(Dataset entries)
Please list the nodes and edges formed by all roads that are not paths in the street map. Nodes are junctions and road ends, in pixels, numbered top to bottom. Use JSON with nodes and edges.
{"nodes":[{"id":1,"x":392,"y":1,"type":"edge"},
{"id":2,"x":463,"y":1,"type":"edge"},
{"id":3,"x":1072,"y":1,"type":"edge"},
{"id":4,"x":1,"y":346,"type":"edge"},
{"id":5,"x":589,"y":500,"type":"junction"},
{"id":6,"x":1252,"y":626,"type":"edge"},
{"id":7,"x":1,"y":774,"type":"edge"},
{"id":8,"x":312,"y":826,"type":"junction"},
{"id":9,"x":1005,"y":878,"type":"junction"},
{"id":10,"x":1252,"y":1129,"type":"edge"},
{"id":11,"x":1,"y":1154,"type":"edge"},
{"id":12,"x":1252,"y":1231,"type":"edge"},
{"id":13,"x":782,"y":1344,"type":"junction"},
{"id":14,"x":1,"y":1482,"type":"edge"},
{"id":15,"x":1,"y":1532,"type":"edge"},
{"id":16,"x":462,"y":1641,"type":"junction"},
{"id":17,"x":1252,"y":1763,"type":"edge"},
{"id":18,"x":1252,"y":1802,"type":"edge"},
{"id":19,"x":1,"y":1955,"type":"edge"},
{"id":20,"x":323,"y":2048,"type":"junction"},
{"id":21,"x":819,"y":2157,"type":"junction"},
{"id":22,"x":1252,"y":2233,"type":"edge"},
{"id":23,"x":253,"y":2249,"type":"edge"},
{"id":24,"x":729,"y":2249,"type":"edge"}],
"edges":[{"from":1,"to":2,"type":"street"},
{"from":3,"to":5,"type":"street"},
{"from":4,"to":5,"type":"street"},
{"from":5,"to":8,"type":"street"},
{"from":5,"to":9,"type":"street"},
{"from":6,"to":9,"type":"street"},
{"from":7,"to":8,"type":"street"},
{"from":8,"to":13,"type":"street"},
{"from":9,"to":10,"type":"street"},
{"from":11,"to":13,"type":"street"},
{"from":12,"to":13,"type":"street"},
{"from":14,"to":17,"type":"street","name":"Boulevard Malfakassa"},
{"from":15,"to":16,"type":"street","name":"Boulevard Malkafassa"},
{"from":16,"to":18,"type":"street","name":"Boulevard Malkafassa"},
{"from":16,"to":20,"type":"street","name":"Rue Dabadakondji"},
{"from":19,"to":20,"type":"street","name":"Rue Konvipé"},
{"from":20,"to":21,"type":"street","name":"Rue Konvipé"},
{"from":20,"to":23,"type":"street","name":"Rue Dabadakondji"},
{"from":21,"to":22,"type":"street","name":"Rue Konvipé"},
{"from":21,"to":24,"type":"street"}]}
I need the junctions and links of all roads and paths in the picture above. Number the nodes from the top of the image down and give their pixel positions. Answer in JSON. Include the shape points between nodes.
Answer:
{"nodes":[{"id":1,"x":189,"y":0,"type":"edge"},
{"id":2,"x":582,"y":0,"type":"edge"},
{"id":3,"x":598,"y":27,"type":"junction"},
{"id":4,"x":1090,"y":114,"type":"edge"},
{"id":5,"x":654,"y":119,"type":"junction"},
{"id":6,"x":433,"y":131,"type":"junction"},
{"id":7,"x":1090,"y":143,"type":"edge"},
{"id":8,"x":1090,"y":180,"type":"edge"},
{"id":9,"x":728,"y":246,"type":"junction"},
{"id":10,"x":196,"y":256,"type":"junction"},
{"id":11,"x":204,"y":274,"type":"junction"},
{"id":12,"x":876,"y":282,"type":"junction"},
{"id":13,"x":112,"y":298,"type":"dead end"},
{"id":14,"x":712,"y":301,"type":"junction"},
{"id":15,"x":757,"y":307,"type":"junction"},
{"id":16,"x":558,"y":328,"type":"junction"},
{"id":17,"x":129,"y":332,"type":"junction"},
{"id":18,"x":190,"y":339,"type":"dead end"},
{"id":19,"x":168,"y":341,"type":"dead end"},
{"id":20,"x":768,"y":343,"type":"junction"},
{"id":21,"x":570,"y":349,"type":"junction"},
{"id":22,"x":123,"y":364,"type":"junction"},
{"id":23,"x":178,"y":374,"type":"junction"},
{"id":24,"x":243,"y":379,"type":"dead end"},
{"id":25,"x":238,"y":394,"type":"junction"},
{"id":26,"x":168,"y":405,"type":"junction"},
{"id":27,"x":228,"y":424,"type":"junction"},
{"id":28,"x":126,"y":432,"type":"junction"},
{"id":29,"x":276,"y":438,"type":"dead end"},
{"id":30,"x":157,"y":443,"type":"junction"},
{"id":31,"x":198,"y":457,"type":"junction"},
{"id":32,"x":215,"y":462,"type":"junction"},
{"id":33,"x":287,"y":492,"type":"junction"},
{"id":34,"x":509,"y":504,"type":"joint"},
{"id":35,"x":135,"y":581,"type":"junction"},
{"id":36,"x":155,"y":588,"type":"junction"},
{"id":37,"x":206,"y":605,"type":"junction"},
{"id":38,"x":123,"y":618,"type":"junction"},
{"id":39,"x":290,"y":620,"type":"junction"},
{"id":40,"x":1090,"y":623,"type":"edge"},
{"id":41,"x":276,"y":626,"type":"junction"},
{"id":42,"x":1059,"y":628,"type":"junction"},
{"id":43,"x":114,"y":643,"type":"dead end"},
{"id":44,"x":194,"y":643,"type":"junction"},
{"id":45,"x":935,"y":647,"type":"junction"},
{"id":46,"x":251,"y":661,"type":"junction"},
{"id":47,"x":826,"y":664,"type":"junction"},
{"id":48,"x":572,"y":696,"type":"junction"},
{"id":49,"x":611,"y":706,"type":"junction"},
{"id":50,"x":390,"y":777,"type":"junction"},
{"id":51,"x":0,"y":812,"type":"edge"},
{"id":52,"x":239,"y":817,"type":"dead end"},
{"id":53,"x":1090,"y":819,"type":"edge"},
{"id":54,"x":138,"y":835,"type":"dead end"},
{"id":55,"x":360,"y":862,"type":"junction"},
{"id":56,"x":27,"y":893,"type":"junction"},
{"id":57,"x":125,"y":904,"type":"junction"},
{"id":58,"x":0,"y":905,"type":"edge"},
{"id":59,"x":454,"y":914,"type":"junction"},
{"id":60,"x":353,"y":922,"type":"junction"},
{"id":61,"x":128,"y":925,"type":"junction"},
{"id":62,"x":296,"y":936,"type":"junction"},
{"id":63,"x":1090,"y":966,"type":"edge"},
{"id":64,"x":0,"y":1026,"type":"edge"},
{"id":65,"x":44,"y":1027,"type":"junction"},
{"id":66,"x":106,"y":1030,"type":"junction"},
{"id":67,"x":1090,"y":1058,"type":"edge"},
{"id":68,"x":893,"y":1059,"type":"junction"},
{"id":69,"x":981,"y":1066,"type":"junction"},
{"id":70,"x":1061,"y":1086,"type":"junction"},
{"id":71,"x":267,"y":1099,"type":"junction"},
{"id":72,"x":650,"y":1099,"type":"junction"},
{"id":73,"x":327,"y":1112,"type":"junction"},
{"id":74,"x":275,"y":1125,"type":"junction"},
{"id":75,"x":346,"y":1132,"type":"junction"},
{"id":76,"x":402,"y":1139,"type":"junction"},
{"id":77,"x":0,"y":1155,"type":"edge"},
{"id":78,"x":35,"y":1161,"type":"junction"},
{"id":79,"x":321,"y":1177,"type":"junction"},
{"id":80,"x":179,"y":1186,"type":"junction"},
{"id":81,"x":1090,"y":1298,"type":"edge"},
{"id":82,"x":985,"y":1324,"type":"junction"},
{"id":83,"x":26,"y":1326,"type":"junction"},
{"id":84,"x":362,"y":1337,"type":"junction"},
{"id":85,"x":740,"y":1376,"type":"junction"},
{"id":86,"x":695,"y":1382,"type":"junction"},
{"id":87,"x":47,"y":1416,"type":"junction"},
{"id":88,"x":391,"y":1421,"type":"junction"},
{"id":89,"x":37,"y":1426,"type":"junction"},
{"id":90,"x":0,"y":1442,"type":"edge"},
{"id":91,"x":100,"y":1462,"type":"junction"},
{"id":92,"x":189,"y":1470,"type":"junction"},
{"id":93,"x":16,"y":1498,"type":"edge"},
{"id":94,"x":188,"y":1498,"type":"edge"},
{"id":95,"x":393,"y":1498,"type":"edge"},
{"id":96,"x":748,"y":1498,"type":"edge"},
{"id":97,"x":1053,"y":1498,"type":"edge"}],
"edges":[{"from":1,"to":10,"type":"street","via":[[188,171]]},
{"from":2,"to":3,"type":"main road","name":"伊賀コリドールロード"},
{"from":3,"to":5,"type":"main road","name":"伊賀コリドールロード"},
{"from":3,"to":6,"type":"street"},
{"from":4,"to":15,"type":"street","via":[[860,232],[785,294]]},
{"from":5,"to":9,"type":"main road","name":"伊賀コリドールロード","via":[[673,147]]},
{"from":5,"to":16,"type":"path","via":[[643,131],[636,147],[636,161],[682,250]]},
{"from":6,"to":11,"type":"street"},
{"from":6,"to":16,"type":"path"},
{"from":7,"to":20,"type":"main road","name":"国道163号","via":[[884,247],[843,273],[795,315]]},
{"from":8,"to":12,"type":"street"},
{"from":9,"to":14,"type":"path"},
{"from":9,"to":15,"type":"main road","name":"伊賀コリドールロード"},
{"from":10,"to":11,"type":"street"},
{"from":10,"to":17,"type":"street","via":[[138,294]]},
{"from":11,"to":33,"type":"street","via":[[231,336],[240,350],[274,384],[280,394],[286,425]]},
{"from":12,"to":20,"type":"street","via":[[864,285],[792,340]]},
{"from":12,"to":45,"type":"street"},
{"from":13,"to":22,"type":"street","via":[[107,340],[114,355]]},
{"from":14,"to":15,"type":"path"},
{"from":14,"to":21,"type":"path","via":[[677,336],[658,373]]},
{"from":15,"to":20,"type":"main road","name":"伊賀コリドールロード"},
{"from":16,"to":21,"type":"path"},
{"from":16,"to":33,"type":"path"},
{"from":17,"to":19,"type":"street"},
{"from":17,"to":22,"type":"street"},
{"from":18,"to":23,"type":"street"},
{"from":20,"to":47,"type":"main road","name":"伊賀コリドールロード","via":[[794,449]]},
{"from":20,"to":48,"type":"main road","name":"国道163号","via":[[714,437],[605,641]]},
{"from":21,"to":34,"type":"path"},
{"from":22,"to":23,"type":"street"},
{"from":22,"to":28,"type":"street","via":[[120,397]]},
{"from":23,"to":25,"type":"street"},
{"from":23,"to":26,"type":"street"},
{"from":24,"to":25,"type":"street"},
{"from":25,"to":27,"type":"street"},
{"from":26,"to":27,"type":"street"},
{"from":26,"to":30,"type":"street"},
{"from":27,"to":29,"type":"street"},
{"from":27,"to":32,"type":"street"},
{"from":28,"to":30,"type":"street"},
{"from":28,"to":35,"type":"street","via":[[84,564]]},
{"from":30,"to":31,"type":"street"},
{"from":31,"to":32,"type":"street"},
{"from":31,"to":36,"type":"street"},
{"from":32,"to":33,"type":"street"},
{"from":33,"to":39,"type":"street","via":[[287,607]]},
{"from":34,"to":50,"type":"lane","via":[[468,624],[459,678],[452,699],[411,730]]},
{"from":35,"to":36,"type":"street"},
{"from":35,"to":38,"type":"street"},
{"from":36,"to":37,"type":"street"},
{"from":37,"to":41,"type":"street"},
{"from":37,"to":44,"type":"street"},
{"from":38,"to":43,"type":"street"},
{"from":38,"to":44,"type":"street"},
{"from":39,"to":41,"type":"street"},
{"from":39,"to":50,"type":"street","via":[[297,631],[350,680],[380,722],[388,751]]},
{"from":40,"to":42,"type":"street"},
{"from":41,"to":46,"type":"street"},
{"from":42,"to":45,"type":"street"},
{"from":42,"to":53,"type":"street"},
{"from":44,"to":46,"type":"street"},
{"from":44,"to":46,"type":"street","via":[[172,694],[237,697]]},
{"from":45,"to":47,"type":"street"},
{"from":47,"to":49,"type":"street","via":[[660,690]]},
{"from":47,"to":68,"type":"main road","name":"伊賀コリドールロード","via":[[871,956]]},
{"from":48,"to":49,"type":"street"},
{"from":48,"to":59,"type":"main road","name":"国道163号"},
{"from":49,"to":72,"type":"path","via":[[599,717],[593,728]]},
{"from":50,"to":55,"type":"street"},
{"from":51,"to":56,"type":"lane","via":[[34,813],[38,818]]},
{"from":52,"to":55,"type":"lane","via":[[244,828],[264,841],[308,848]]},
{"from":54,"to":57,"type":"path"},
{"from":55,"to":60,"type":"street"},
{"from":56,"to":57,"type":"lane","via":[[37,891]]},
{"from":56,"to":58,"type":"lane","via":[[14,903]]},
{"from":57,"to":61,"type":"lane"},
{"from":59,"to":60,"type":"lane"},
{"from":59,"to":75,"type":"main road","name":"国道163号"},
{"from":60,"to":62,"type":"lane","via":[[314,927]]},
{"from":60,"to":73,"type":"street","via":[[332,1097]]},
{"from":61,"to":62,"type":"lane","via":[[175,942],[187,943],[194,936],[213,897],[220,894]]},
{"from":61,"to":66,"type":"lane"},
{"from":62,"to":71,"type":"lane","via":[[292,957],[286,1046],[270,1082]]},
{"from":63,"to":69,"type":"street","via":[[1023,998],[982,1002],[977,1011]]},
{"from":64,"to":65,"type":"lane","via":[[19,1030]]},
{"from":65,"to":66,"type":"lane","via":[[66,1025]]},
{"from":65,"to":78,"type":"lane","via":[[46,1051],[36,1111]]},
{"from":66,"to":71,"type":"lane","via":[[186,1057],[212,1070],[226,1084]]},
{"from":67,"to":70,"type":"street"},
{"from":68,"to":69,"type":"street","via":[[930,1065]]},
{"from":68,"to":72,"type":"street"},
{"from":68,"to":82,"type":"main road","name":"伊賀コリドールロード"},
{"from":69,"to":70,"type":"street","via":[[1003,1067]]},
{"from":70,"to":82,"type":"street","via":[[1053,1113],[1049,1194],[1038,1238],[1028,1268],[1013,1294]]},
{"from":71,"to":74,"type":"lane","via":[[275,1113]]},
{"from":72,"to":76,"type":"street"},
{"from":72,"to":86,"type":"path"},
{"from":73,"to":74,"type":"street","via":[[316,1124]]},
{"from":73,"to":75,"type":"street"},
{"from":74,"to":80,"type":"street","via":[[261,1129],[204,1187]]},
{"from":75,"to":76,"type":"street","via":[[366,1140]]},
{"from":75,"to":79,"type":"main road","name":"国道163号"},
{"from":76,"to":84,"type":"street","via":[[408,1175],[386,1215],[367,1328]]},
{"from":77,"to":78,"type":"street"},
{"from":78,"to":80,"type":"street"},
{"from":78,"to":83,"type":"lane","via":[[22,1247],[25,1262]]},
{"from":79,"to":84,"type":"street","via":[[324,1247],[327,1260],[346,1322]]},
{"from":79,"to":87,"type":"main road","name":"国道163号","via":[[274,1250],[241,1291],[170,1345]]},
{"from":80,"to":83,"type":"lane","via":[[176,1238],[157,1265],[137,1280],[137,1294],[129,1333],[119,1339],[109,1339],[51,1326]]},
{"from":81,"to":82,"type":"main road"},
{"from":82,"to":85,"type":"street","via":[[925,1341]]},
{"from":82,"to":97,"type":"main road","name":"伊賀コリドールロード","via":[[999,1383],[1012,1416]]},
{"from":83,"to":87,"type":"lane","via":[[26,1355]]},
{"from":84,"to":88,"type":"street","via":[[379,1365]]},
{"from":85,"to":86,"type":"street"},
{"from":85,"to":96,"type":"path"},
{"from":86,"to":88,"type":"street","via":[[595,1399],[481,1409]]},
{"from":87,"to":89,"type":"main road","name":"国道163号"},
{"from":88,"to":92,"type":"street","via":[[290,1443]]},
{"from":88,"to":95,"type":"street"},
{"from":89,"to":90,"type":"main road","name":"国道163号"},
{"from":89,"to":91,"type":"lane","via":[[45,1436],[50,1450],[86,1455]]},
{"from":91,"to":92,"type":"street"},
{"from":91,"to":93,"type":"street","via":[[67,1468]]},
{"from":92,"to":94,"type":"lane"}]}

**Instructions for the task**
If a line in the records holds the string "edges", copy it.

**Exercise response**
Please list the nodes and edges formed by all roads that are not paths in the street map. Nodes are junctions and road ends, in pixels, numbered top to bottom. Use JSON with nodes and edges.
"edges":[{"from":1,"to":2,"type":"street"},
"edges":[{"from":1,"to":10,"type":"street","via":[[188,171]]},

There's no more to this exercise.